EXERCISE DIRECTIONS → Sort through the data and copy the lines holding the word "Остафьевская".

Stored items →
———

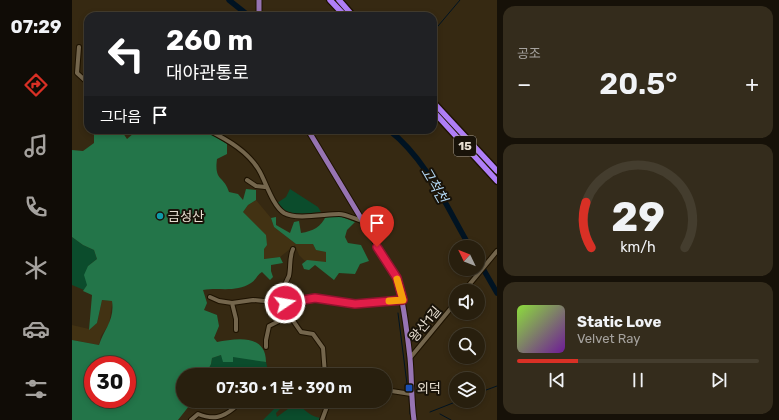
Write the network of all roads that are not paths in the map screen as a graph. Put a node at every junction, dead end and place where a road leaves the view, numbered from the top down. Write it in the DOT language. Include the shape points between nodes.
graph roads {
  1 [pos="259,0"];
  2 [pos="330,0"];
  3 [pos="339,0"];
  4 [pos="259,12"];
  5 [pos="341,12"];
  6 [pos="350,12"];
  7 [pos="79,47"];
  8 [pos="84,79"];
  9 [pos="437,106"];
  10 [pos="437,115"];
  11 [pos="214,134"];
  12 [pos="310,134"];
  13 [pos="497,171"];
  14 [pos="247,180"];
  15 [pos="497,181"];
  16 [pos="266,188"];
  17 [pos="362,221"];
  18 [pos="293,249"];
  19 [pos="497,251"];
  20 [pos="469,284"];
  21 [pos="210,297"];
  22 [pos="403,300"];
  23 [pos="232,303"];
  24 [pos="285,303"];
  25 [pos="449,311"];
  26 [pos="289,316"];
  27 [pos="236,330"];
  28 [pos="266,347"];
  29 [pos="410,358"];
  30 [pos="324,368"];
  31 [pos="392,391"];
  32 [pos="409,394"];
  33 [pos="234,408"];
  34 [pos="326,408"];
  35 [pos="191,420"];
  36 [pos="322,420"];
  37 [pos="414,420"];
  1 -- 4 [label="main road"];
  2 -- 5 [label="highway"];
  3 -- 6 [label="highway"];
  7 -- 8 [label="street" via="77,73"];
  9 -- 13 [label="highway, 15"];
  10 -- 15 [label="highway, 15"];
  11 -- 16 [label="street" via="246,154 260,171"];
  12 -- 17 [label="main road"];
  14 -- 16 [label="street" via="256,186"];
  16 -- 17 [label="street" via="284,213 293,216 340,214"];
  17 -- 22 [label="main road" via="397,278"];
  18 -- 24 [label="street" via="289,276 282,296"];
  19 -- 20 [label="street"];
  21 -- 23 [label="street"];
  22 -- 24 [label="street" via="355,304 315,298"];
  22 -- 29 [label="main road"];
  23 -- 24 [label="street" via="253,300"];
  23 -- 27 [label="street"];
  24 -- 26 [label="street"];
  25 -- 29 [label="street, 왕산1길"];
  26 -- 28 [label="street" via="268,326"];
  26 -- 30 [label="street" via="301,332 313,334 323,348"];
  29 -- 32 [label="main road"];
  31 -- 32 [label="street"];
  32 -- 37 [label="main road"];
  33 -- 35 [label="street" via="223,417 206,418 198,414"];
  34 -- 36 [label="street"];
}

———

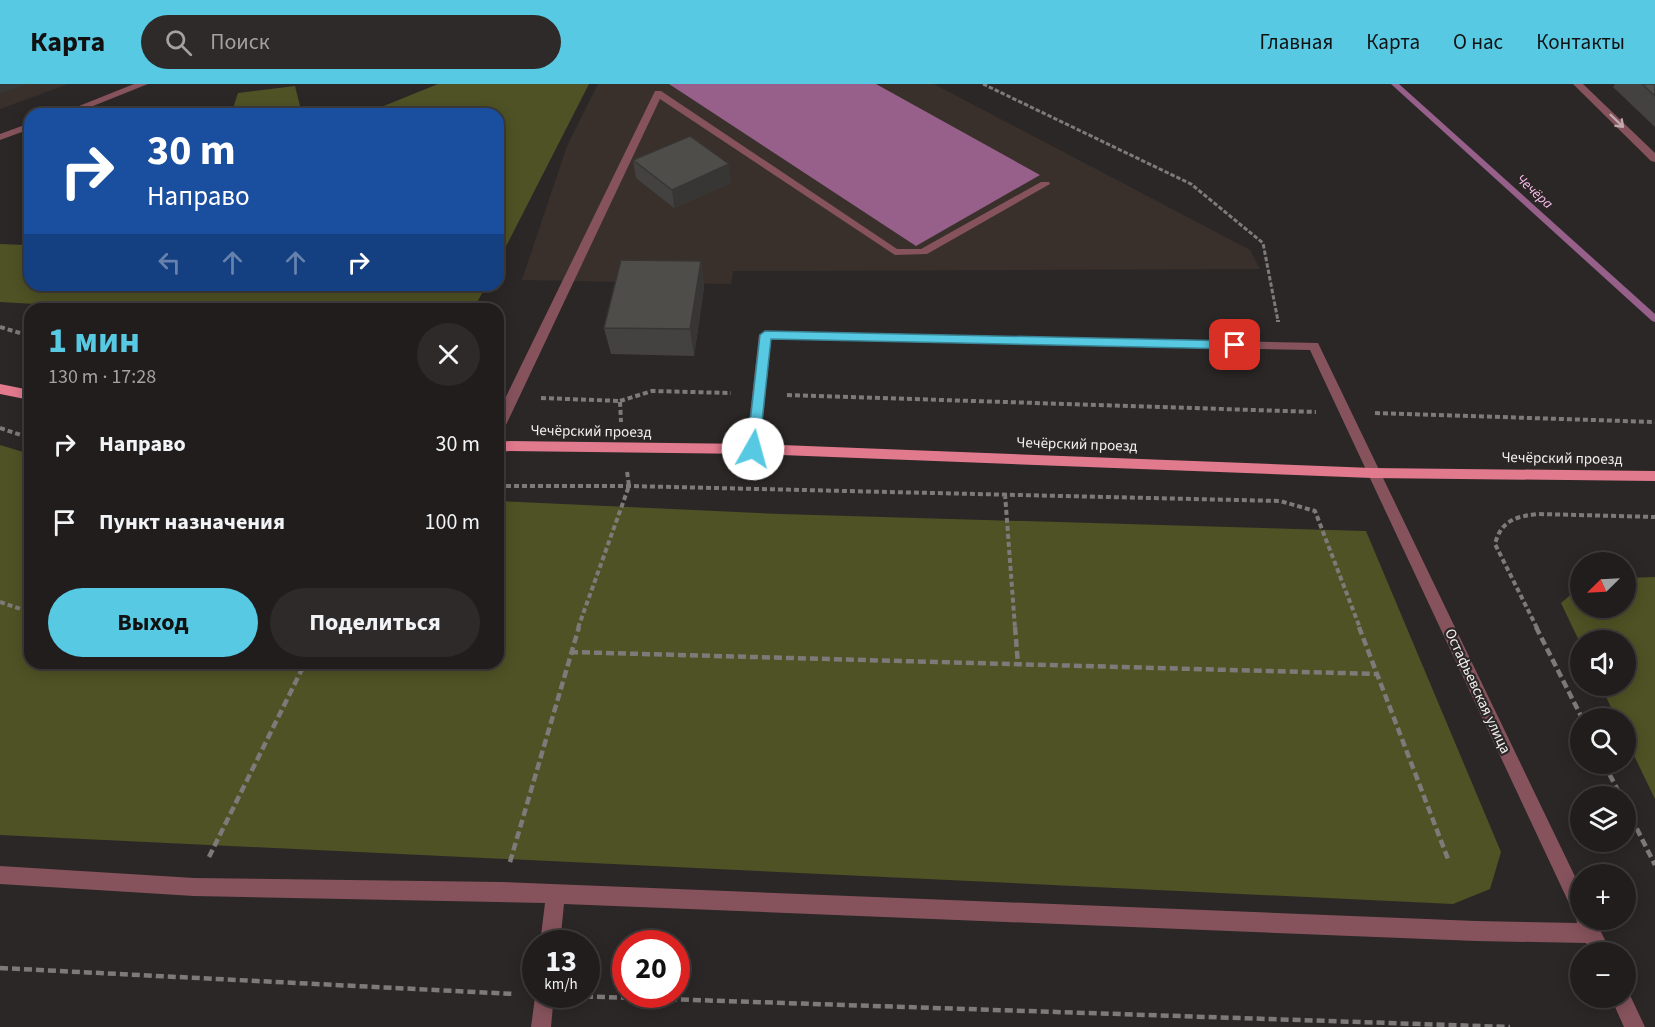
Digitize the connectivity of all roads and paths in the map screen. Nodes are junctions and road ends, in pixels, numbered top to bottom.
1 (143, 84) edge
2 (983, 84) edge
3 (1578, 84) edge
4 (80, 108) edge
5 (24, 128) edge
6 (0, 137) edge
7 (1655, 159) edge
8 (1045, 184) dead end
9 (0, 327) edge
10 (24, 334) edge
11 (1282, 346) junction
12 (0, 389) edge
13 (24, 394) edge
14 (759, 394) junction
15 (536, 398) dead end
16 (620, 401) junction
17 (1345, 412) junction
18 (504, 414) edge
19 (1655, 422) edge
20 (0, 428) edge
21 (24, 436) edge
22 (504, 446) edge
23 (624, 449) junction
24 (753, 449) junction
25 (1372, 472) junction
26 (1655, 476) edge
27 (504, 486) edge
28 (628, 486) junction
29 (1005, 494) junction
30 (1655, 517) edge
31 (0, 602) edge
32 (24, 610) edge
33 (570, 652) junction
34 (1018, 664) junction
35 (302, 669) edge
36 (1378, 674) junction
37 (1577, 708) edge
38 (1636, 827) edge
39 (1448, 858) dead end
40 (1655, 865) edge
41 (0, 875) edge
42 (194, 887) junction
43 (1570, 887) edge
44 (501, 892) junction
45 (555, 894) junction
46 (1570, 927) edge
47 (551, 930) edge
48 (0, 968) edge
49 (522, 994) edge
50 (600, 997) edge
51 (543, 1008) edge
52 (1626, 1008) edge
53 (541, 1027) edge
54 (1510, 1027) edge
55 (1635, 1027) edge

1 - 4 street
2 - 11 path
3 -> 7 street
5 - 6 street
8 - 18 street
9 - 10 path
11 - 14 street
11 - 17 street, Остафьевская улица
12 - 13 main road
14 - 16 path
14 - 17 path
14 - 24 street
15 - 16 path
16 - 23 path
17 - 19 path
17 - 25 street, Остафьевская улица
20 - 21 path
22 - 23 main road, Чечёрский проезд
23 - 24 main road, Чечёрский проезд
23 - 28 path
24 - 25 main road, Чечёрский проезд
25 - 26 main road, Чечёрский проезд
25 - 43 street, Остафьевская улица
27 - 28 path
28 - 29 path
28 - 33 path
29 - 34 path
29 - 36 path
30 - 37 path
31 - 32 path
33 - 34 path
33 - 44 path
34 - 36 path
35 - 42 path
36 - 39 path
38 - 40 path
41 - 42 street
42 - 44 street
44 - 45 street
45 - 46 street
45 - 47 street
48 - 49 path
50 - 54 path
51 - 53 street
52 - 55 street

———

EXERCISE OUTPUT →
11 - 17 street, Остафьевская улица
17 - 25 street, Остафьевская улица
25 - 43 street, Остафьевская улица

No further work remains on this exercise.